All in all, Mr. Trump’s plan represents a giant leap for the Republican party, but only one tiny step for America. And we are behind by leaps and bounds. It won’t get us where we need to be.

What about Secretary Clinton’s plan? We’d like it to go further, but the details are clearer, and more promising. At 12 weeks, it provides double the time Trump is offering. And it would apply not just to mothers, but also to fathers, and any American who needs to take time off to care for an ill family member. This is much more reflective of what our families today look like, and what they need to survive.
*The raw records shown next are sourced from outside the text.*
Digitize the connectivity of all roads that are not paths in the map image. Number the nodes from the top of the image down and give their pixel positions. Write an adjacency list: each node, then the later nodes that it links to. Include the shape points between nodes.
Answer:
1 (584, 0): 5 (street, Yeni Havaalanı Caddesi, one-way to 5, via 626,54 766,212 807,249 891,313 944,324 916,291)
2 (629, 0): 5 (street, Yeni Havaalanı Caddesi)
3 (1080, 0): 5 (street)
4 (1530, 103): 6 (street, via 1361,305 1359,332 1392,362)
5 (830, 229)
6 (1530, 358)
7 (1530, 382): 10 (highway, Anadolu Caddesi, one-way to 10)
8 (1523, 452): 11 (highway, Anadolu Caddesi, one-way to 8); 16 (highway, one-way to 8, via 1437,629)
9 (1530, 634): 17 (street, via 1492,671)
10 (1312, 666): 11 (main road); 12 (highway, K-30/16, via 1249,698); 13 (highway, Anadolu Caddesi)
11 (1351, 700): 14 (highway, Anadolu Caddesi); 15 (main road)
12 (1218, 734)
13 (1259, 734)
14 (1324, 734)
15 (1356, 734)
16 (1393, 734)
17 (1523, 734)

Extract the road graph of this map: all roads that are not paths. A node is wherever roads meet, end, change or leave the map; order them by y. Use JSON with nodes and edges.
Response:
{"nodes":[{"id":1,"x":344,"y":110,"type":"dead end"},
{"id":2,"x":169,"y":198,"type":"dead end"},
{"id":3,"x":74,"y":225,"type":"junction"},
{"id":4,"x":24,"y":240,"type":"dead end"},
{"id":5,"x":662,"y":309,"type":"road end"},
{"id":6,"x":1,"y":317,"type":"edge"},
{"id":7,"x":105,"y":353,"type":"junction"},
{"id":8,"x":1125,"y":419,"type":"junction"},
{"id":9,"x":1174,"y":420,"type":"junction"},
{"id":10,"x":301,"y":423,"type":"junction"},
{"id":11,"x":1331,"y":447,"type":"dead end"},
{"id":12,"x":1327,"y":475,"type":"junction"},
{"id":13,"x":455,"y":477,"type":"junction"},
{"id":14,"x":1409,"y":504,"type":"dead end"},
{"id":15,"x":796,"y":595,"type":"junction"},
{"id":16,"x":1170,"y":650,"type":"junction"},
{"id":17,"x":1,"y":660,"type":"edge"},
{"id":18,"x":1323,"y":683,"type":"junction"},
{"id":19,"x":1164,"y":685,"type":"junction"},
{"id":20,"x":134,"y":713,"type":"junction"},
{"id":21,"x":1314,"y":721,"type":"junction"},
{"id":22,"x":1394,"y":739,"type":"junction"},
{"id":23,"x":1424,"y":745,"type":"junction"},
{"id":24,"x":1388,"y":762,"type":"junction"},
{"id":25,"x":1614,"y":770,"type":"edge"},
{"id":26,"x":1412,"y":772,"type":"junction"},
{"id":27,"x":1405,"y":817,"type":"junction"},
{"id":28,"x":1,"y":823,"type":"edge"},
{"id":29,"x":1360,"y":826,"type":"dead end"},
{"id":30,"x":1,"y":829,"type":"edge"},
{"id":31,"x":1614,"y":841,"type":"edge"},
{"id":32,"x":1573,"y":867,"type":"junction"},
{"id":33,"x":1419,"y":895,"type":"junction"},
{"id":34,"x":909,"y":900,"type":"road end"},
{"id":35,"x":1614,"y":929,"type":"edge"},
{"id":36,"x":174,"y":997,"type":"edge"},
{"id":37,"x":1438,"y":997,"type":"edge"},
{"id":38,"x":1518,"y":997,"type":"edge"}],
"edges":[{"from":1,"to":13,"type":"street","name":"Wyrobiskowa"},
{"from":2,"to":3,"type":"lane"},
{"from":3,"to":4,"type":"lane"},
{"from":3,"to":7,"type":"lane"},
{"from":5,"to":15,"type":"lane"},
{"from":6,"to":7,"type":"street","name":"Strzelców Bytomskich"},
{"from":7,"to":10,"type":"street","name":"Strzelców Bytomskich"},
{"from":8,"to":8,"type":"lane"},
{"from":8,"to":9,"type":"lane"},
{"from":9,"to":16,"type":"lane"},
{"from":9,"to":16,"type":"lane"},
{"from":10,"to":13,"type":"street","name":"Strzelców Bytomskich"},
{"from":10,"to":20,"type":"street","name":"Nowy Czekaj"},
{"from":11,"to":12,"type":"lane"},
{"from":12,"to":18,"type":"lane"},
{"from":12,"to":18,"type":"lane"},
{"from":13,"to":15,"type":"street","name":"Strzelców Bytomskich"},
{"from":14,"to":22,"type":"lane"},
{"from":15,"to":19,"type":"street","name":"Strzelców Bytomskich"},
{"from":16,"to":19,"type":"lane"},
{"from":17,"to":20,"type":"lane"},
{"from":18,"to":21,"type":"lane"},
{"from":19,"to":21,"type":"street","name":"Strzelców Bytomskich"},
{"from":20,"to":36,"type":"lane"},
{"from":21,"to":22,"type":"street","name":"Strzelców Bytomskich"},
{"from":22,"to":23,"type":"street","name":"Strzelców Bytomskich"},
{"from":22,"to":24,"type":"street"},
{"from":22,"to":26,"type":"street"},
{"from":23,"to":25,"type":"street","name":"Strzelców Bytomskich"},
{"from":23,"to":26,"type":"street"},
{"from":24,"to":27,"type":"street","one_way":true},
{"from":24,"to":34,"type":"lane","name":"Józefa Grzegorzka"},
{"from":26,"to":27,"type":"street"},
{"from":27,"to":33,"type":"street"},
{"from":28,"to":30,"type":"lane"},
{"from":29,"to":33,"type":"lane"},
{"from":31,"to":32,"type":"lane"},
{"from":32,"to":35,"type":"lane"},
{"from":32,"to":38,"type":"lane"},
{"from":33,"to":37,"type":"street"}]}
But speaking of survival, paid leave has to be enough to cover the bills temporarily. Secretary Clinton’s plan allows parents or family members on leave to get at least two-thirds of their wages, up to a ceiling. Of course this doesn’t come cheap. Clinton’s plan is to raise taxes on the top income earners to fund her program. We are relieved to know working families wouldn’t be given more tax burdens. Regardless the source, it’s time to start using some of what the IRS collects to help our families and children thrive.

So parents, and future parents. Grandparents for that matter. Any who care about the state of our economy and the health of our tiniest citizens and future taxpayers: this is a confusing, stressful election. But this issue is clear: you can vote for the candidate who offers your family some well-deserved relief. We endorse Hillary Clinton for president. 

We don’t come to this decision lightly, or by favoring one political party over another. It’s simply the better policy. Further, as First Lady, Secretary Clinton helped win the fight for FMLA, and as a senator in New York she fought to expand it to include wounded soldiers. Her track record is one of fighting for the rights of children, and this is one of the biggest fights she’ll have on her hands yet. We need a leader who has shown they are with our families.  

We can’t let another four years go by. Do not miss this chance to raise our voice for our families. Go to the polls and vote for our kids. And if you’re worried about these promises being kept, we can assure you, there are two determined mothers in Brooklyn and Oklahoma who will hold her to her word.